Le rapport de surveillance de l’AMF révèle qu’une demande d’indemnité sur cinq (20 %) est refusée par les assureurs. Or, selon l’AMF, « un taux de refus supérieur à 10 % devrait susciter des questions chez les assureurs et les amener à en évaluer les causes ».
Source : Rapport découlant des travaux de surveillance en assurance maladies graves, Autorité des marchés financiers (AMF), 2021.
Plus de 60 % des refus des assureurs sont liés aux limitations ou exclusions, aux maladies préexistantes, au non-respect de la définition et aux délais de survie et de carence. « La proportion de refus des demandes d’indemnités par les assureurs et les motifs invoqués par ceux-ci démontrent nettement la nécessité de transmettre une information pertinente et complète au consommateur, avant et au moment de l’achat du produit », précise le rapport.
Plusieurs refus d’indemnisation ont fait les manchettes dans les dernières années. La facture, à Radio-Canada, rapportait par exemple en 2019 l’histoire d’une femme souffrant d’un cancer du rein. Malgré la gravité de sa maladie, l’ablation de son rein droit et sept mois d’arrêt de travail, son assureur a refusé de l’indemniser. Le contrat de la Great-West prévoyait que, pour que l’assurée soit payée, son cancer devait être invasif, c’est-à-dire avoir atteint les tissus autour de l’organe touché, ce qui n’était pas son cas.
Se sentant lésés, des consommateurs se sont battus en cour pour tenter d’obtenir une prestation que leur assureur refusait de leur verser. Parmi eux, un homme d’affaires québécois qui a souscrit en juin 2014, avec l’entreprise qu’il dirige, une assurance maladies graves pour 1 425 000 $. Au moment de signer son contrat, il omet de mentionner qu’il a récemment consulté un parodontiste pour un problème de molaire.
Les semaines passent et des examens médicaux révèlent qu’il souffre d’un cancer nécessitant un retrait de la masse ainsi que des traitements en radiothérapie. Il fait alors une demande d’indemnité auprès de sa compagnie d’assurance, Industrielle Alliance, qu’il se voit refuser en raison de l’application d’une clause de période moratoire de 90 jours.
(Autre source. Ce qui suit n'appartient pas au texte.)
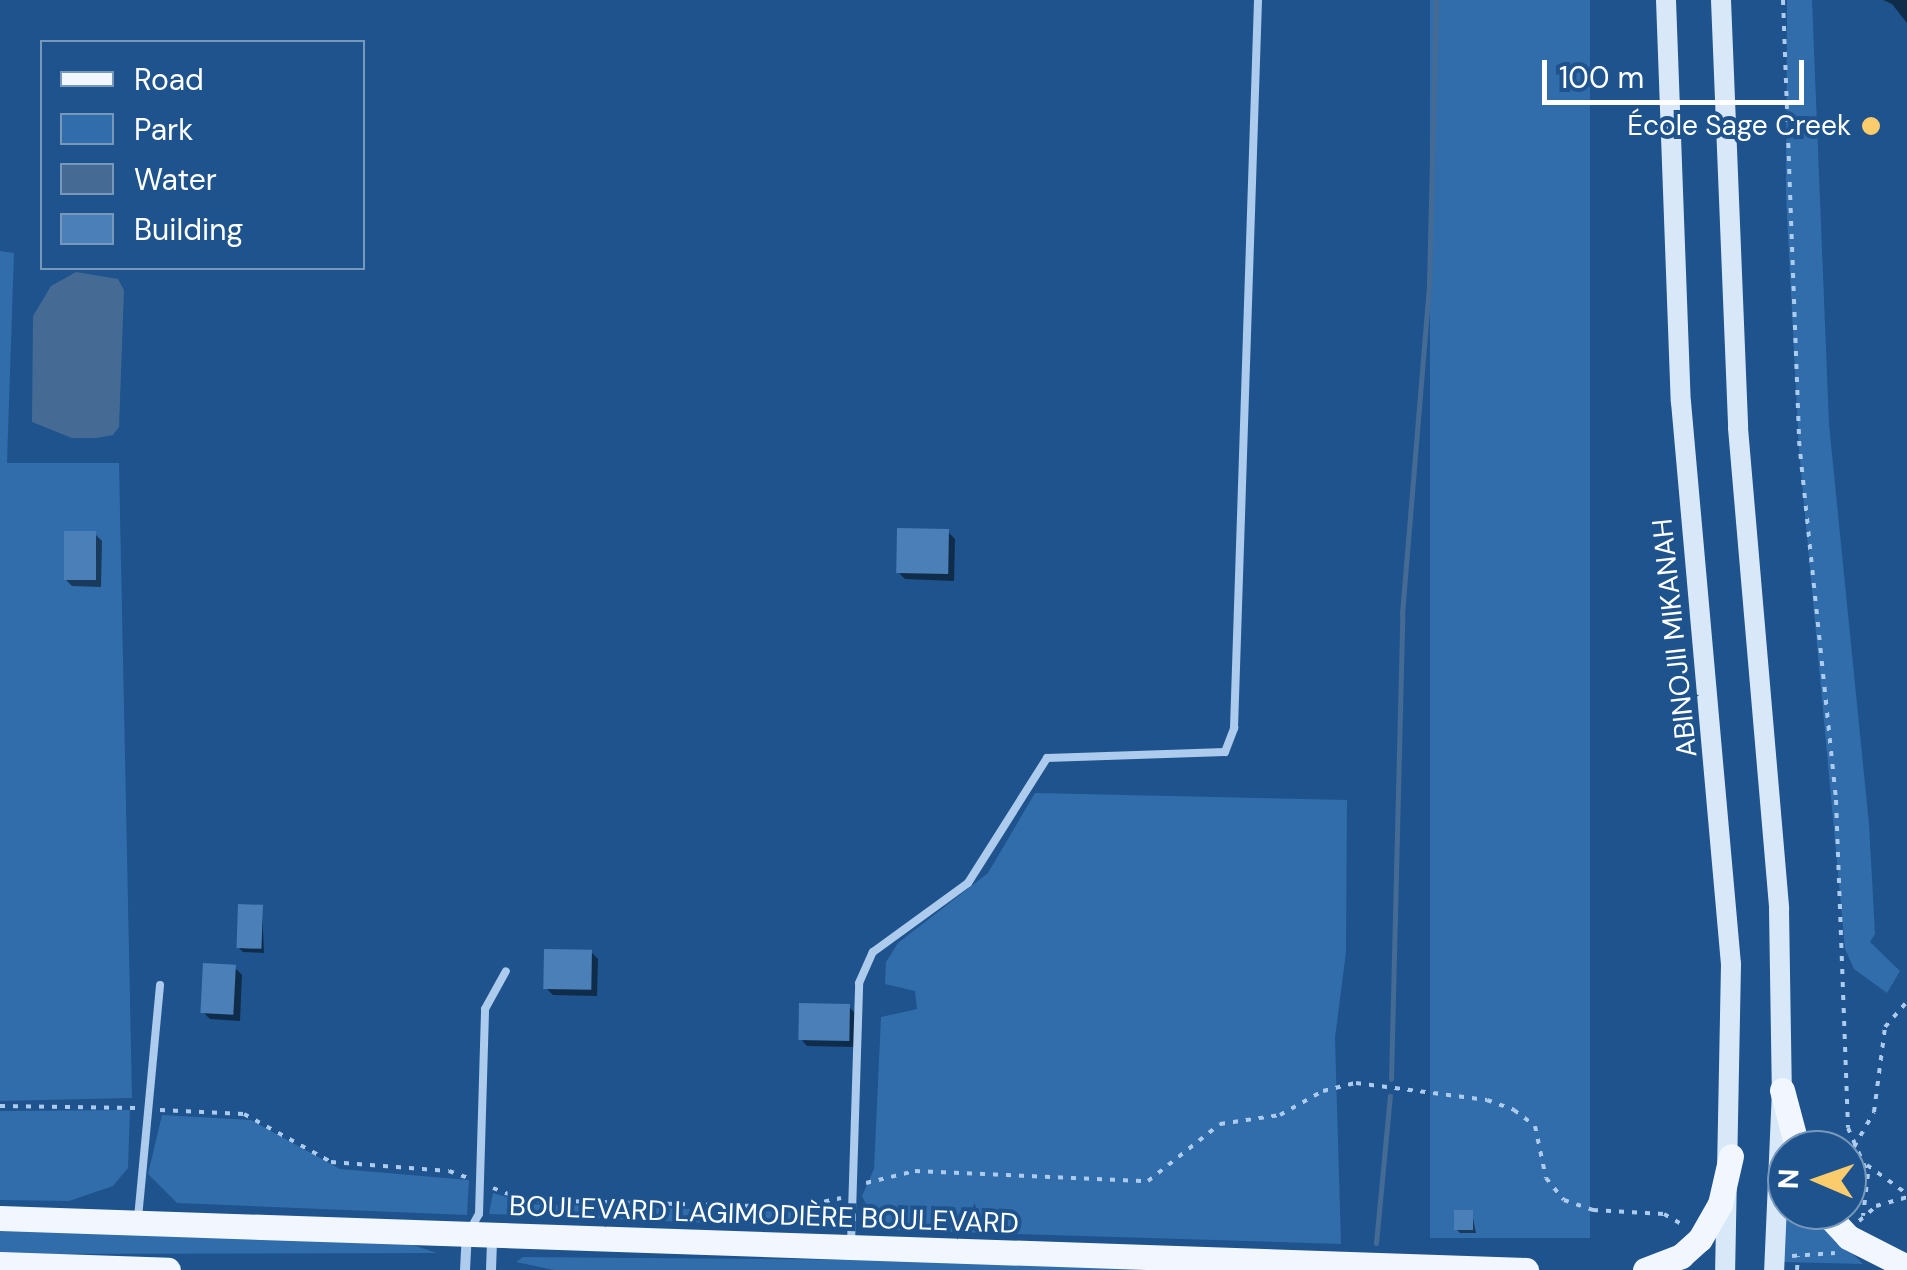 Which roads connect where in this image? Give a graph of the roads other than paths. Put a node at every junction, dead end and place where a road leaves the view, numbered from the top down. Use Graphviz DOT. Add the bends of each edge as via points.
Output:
graph roads {
  1 [pos="1258,0"];
  2 [pos="1666,0"];
  3 [pos="1720,0"];
  4 [pos="506,971"];
  5 [pos="160,985"];
  6 [pos="1782,1090"];
  7 [pos="1793,1130"];
  8 [pos="1731,1156"];
  9 [pos="0,1218"];
  10 [pos="138,1223"];
  11 [pos="479,1227"];
  12 [pos="1842,1230"];
  13 [pos="851,1248"];
  14 [pos="1774,1263"];
  15 [pos="0,1264"];
  16 [pos="1907,1267"];
  17 [pos="168,1270"];
  18 [pos="465,1270"];
  19 [pos="491,1270"];
  20 [pos="1526,1270"];
  21 [pos="1645,1270"];
  22 [pos="1725,1270"];
  1 -- 13 [label="lane" via="1234,728 1226,752 1047,758 968,883 874,952 860,984"];
  2 -- 8 [label="street, ABINOJII MIKANAH" via="1681,402 1728,896"];
  3 -- 6 [label="street" via="1730,283 1778,909"];
  4 -- 11 [label="lane" via="486,1009"];
  5 -- 10 [label="lane"];
  6 -- 7 [label="main road"];
  6 -- 14 [label="street"];
  8 -- 21 [label="main road" via="1720,1204 1700,1239 1681,1256"];
  8 -- 22 [label="street, ABINOJII MIKANAH"];
  9 -- 10 [label="main road, BOULEVARD LAGIMODIÈRE BOULEVARD"];
  10 -- 11 [label="main road, BOULEVARD LAGIMODIÈRE BOULEVARD"];
  11 -- 13 [label="main road, BOULEVARD LAGIMODIÈRE BOULEVARD"];
  11 -- 18 [label="street"];
  11 -- 19 [label="street"];
  12 -- 16 [label="main road"];
  13 -- 20 [label="main road, BOULEVARD LAGIMODIÈRE BOULEVARD"];
  15 -- 17 [label="main road"];
}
Croyant à une application « ambiguë et douteuse » du contrat de la part de l’assureur et arguant ne pas avoir été bien conseillé par son courtier, l’assuré poursuit ces derniers. Le juge rejette finalement la demande du plaignant, estimant le contrat suffisamment explicite et ne voyant aucune faute commise par le courtier. Le tribunal déclare toutefois que l’assurance maladies graves du client demeure en vigueur dans les conditions prévues au contrat.
10. Peut-on résilier sa police ?
Oui, la plupart des polices peuvent être résiliées sans frais. Toutefois, si vous avez pris l’option de remboursement des primes après 20 ans, par exemple, vous ne pourrez pas récupérer votre argent si vous résiliez votre police après 15 ans.
En cas de problème
Vous avez un différend avec votre assureur ? Voici quelques pistes de solutions.
- Envoyez d’abord une plainte écrite à l’entreprise avec laquelle vous avez fait affaire. Celle-ci a l’obligation légale de vous envoyer un accusé de réception. Elle analysera votre plainte et vous enverra sa réponse.
- Vous pouvez demander à votre assureur de transférer votre dossier de plainte à l’Autorité des marchés financiers (AMF). Celle-ci pourra, si elle le juge opportun, intervenir à titre de médiatrice entre vous et votre assureur. Vous trouverez aussi sur le site de l’AMF un répertoire des entreprises et des individus autorisés à exercer dans le domaine des produits et services financiers.
- La Chambre de la sécurité financière (CSF) enregistre également les plaintes portées contre ses membres, ce qui peut mener à des enquêtes et à des sanctions disciplinaires.
- L’Ombudsman des assurances de personnes (OAP) est un organisme indépendant qui renseigne les consommateurs au sujet des assurances de personnes. Il enregistre aussi les plaintes et peut intervenir à titre de conciliateur entre vous et votre assureur.